I wouldn't be able to keep rats as pets if my snake ate rats. 

That's why I'll never have mice as pets.


----------



## graphite (Apr 6, 2011)

She's beautiful! How is her temperment?

Sent from Petguide.com Free App


----------



## Kaliloca (Jan 24, 2013)

graphite said:


> She's beautiful! How is her temperment?
> 
> Sent from Petguide.com Free App


She has an amazing temperament. She's never bitten and likes being held on cold days. I guess she likes the warmth. 

She's a pretty slow moving snake, unless I'm trying to take a picture of her. 

With any luck, she'll be with us for another 25 years. Of all my pets, I've had her the longest. I've heard they live to be 40 or more.


----------



## 3 ratties (Apr 6, 2013)

Very pretty! 25 years wow, i didnt realize snakes live so long. Just learned something new today lol


----------



## Kaliloca (Jan 24, 2013)

3 ratties said:


> Very pretty! 25 years wow, i didnt realize snakes live so long. Just learned something new today lol


Thanks, 

The guy we got her from has a 40 year old. I'm hoping our girl is around that long as well.


----------



## RosesRufflesandRats (Apr 25, 2013)

She's gorgeous! I can't get over how beautiful! I've looked through the pictures several times lol, very pretty.


----------



## 3 ratties (Apr 6, 2013)

Are snakes full grown at 25 years old or do they just keep growing and growing?


----------



## Gannyaan (Dec 7, 2012)

So Pretty!!! I really like snakes... but I'd have to find them frozen mice that were killed in a humane way to even tolerate it... But this one is BEAUTIFUL.....


----------



## Kaliloca (Jan 24, 2013)

@RosesRufflesandRats,
Thanks, we fell in love with her as soon as we saw her. That was the first and only time we ever saw a snake being born. I was surprised that Rosy Boas gave live birth. LOL We didn't know much about snakes back then. 

@3 Ratties,
I think Rosy is full grown. I don't know if she's stopped growing or not. She continues to shed, every couple of months. I know shedding doesn't mean growing. She doesn't appear to be getting any bigger. If she is still growing.... I can't tell by looking at her. 

@Gannyaan,
Thanks, I have always liked snakes. I never liked the thought of taking them from the wild though. We happened to be visiting a friend and his snake was giving birth. He let us take one of the babies. He gave us a good supply of frozen feeders. For years he kept us supplied with them, until we moved. He told us what to look for in a supplier, since he always took good care of his feeders and humanely put them down. He wanted me to be able to feed my little girl after we moved. 

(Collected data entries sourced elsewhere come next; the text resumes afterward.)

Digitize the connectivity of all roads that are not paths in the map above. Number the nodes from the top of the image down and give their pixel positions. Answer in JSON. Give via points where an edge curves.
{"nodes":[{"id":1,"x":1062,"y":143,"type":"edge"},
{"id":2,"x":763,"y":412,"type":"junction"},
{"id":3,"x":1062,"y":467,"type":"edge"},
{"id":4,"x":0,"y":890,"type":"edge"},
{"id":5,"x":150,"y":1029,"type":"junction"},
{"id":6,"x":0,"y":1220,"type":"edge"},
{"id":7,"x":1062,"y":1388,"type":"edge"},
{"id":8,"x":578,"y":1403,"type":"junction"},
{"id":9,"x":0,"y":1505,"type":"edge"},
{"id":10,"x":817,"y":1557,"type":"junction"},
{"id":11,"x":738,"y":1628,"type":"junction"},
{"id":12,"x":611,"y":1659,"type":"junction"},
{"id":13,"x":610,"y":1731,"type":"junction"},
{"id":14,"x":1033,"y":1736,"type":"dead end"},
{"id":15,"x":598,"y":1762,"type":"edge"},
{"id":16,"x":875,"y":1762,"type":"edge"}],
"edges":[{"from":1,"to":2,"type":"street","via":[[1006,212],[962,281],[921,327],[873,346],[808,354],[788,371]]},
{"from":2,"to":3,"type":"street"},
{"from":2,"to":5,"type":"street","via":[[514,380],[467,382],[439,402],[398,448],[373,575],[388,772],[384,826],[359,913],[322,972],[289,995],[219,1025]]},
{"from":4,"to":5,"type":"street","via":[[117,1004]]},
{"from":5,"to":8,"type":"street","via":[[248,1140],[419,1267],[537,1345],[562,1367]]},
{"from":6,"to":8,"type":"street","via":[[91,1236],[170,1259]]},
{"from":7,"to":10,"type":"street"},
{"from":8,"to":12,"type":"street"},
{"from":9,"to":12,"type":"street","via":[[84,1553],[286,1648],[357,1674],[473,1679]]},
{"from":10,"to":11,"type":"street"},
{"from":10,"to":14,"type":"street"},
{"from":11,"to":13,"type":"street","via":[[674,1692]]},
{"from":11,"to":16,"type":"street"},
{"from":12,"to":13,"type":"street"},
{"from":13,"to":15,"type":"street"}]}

It took almost 6 months to find the right place. They allowed us to visit their facilities to see how they were housed and what food they were given. He told us how he put them down. I wasn't crazy about how crowded the cages were, but because of the type of facility it was.... Anyway, he supplies Zoos, Wild Life Refuges, Bird of Prey Sanctuaries...etc....as well as Hobbyist, with feeders. His facility is inspected bi-annually. He came highly recommended. We've been getting frozen from him for the past 20 years. He doesn't take many new clients these days. He's looking to retire....eventually.


----------